─── Dataset extract ───

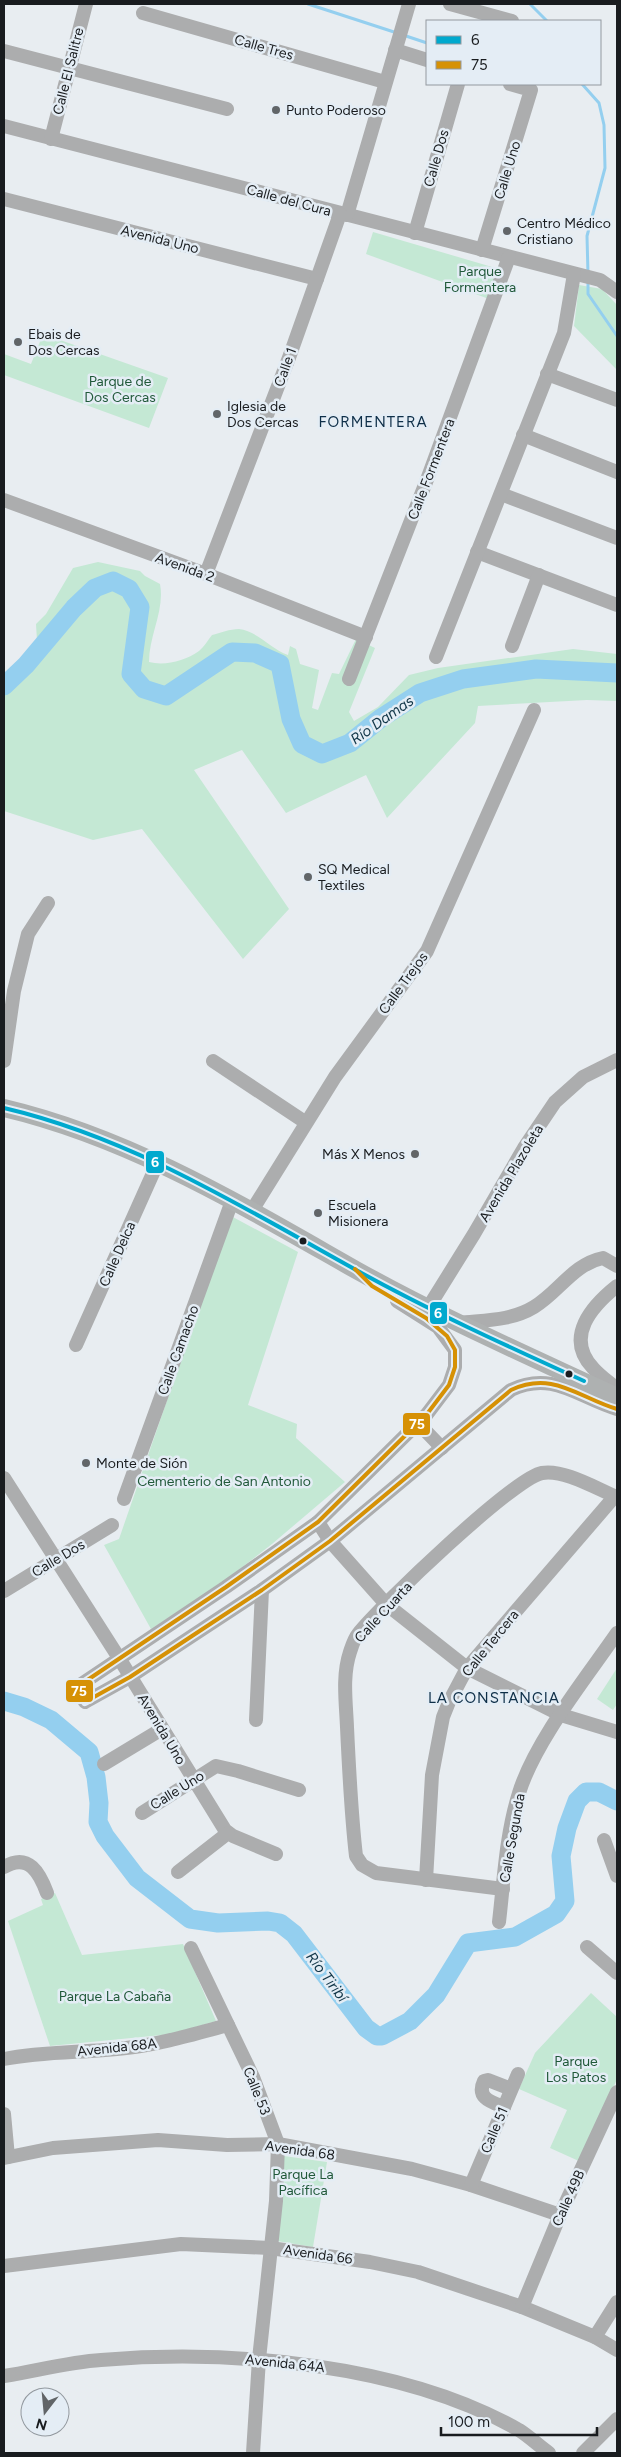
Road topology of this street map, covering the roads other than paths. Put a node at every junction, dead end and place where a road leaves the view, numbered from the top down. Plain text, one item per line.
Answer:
1 (86, 4) edge
2 (409, 4) edge
3 (450, 4) edge
4 (143, 13) dead end
5 (508, 20) edge
6 (395, 50) junction
7 (4, 51) edge
8 (426, 60) edge
9 (69, 67) junction
10 (385, 82) junction
11 (458, 85) edge
12 (514, 85) edge
13 (227, 109) dead end
14 (4, 126) edge
15 (52, 139) junction
16 (4, 199) edge
17 (344, 215) junction
18 (415, 233) junction
19 (482, 250) junction
20 (509, 257) junction
21 (577, 275) junction
22 (317, 280) junction
23 (617, 292) edge
24 (547, 374) junction
25 (617, 400) edge
26 (523, 435) junction
27 (617, 472) edge
28 (501, 494) junction
29 (4, 500) edge
30 (617, 538) edge
31 (477, 552) junction
32 (206, 574) junction
33 (539, 575) junction
34 (617, 606) edge
35 (366, 637) junction
36 (512, 646) dead end
37 (436, 657) dead end
38 (350, 679) dead end
39 (534, 710) dead end
40 (48, 903) dead end
41 (617, 1060) edge
42 (4, 1061) edge
43 (213, 1061) dead end
44 (4, 1108) edge
45 (305, 1122) junction
46 (158, 1162) junction
47 (232, 1201) junction
48 (251, 1212) junction
49 (617, 1266) edge
50 (355, 1269) junction
51 (617, 1286) edge
52 (428, 1308) junction
53 (459, 1323) junction
54 (76, 1345) dead end
55 (617, 1389) edge
56 (617, 1397) edge
57 (617, 1409) edge
58 (418, 1423) junction
59 (442, 1448) junction
60 (4, 1478) edge
61 (616, 1497) edge
62 (124, 1499) dead end
63 (318, 1522) junction
64 (112, 1525) dead end
65 (330, 1540) junction
66 (56, 1558) junction
67 (262, 1590) junction
68 (4, 1591) edge
69 (386, 1604) junction
70 (617, 1633) edge
71 (119, 1658) junction
72 (466, 1668) junction
73 (130, 1677) junction
74 (561, 1715) junction
75 (256, 1720) dead end
76 (162, 1729) junction
77 (617, 1732) edge
78 (104, 1764) dead end
79 (193, 1780) junction
80 (299, 1790) dead end
81 (142, 1813) dead end
82 (228, 1833) junction
83 (604, 1840) dead end
84 (276, 1854) dead end
85 (4, 1867) edge
86 (178, 1872) dead end
87 (617, 1876) edge
88 (426, 1880) junction
89 (503, 1889) junction
90 (47, 1894) dead end
91 (499, 1922) dead end
92 (587, 1947) dead end
93 (191, 1948) dead end
94 (617, 1973) edge
95 (228, 2025) junction
96 (4, 2059) edge
97 (518, 2074) dead end
98 (511, 2089) junction
99 (617, 2092) edge
100 (504, 2107) junction
101 (4, 2114) edge
102 (278, 2144) junction
103 (6, 2158) edge
104 (471, 2185) junction
105 (560, 2215) junction
106 (270, 2248) junction
107 (4, 2266) edge
108 (617, 2302) edge
109 (522, 2306) junction
110 (595, 2337) junction
111 (617, 2350) edge
112 (259, 2360) junction
113 (4, 2376) edge
114 (617, 2419) edge
115 (253, 2453) edge
116 (549, 2453) edge
117 (583, 2453) edge

1 - 9 street, Calle El Salitre
2 - 6 street, Calle 1
3 - 5 street
4 - 10 street, Calle Tres
6 - 8 street
6 - 10 street, Calle 1
7 - 9 street
9 - 13 street
9 - 15 street, Calle El Salitre
10 - 17 street, Calle 1
11 - 18 street, Calle Dos
12 - 19 street, Calle Uno
14 - 15 street, Calle del Cura
15 - 17 street, Calle del Cura
16 - 22 street, Avenida Uno
17 - 18 street, Calle del Cura
17 - 22 street, Calle 1
18 - 19 street, Calle del Cura
19 - 20 street, Calle del Cura
20 - 21 street, Calle del Cura
20 - 35 street, Calle Formentera
21 - 23 street, Calle del Cura
21 - 24 street
22 - 32 street, Calle 1
24 - 25 street
24 - 26 street
26 - 27 street
26 - 28 street
28 - 30 street
28 - 31 street
29 - 32 street, Avenida 2
31 - 33 street
31 - 37 street
32 - 35 street, Avenida 2
33 - 34 street
33 - 36 street
35 - 38 street, Calle Formentera
39 - 45 street, Calle Trejos
40 - 42 street
41 - 52 street, Avenida Plazoleta
43 - 45 street
44 - 46 main road
45 - 48 street, Calle Trejos
46 - 47 main road
46 - 54 street, Calle Delca
47 - 48 main road
47 - 62 street, Calle Camacho
48 - 50 main road
49 - 53 street
50 - 52 main road
50 - 58 street
51 - 55 street
52 - 53 main road
53 - 56 main road
57 - 59 street
58 - 59 street
58 - 63 street
59 - 65 street
60 - 66 street, Avenida Uno
61 - 69 street, Calle Cuarta
61 - 72 street, Calle Tercera
63 - 65 street
63 - 71 street
64 - 66 street, Calle Dos
65 - 67 street
65 - 69 street
66 - 68 street, Calle Dos
66 - 71 street, Avenida Uno
67 - 73 street
67 - 75 street
69 - 72 street
69 - 88 street, Calle Cuarta
70 - 74 street, Calle Segunda
71 - 73 street, Avenida Uno
71 - 73 street
72 - 74 street
72 - 88 street, Calle Tercera
73 - 76 street, Avenida Uno
74 - 77 street
74 - 89 street, Calle Segunda
76 - 78 street
76 - 79 street, Avenida Uno
79 - 80 street, Calle Uno
79 - 81 street, Calle Uno
79 - 82 street, Avenida Uno
82 - 84 street
82 - 86 street
83 - 87 street
85 - 90 street
88 - 89 street, Calle Cuarta
89 - 91 street, Calle Segunda
92 - 94 street
93 - 95 street, Calle 53
95 - 96 street, Avenida 68A
95 - 102 street, Calle 53
97 - 98 street, Calle 51
98 - 100 street, Calle 51
98 - 100 street
99 - 105 street, Calle 49B
100 - 104 street, Calle 51
101 - 103 street
102 - 103 street, Avenida 68
102 - 104 street, Avenida 68
102 - 106 street, Calle 53
104 - 105 street, Avenida 68
105 - 109 street, Calle 49B
106 - 107 street, Avenida 66
106 - 109 street, Avenida 66
106 - 112 street, Calle 53
108 - 110 street
109 - 110 street, Avenida 66
110 - 111 street, Avenida 66
112 - 113 street, Avenida 64A
112 - 115 street, Calle 53
112 - 116 street, Avenida 64A
114 - 117 street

───

Filter the entries above down to the lines that hold the word "Segunda", and copy those lines.

Solved problem
70 - 74 street, Calle Segunda
74 - 89 street, Calle Segunda
89 - 91 street, Calle Segunda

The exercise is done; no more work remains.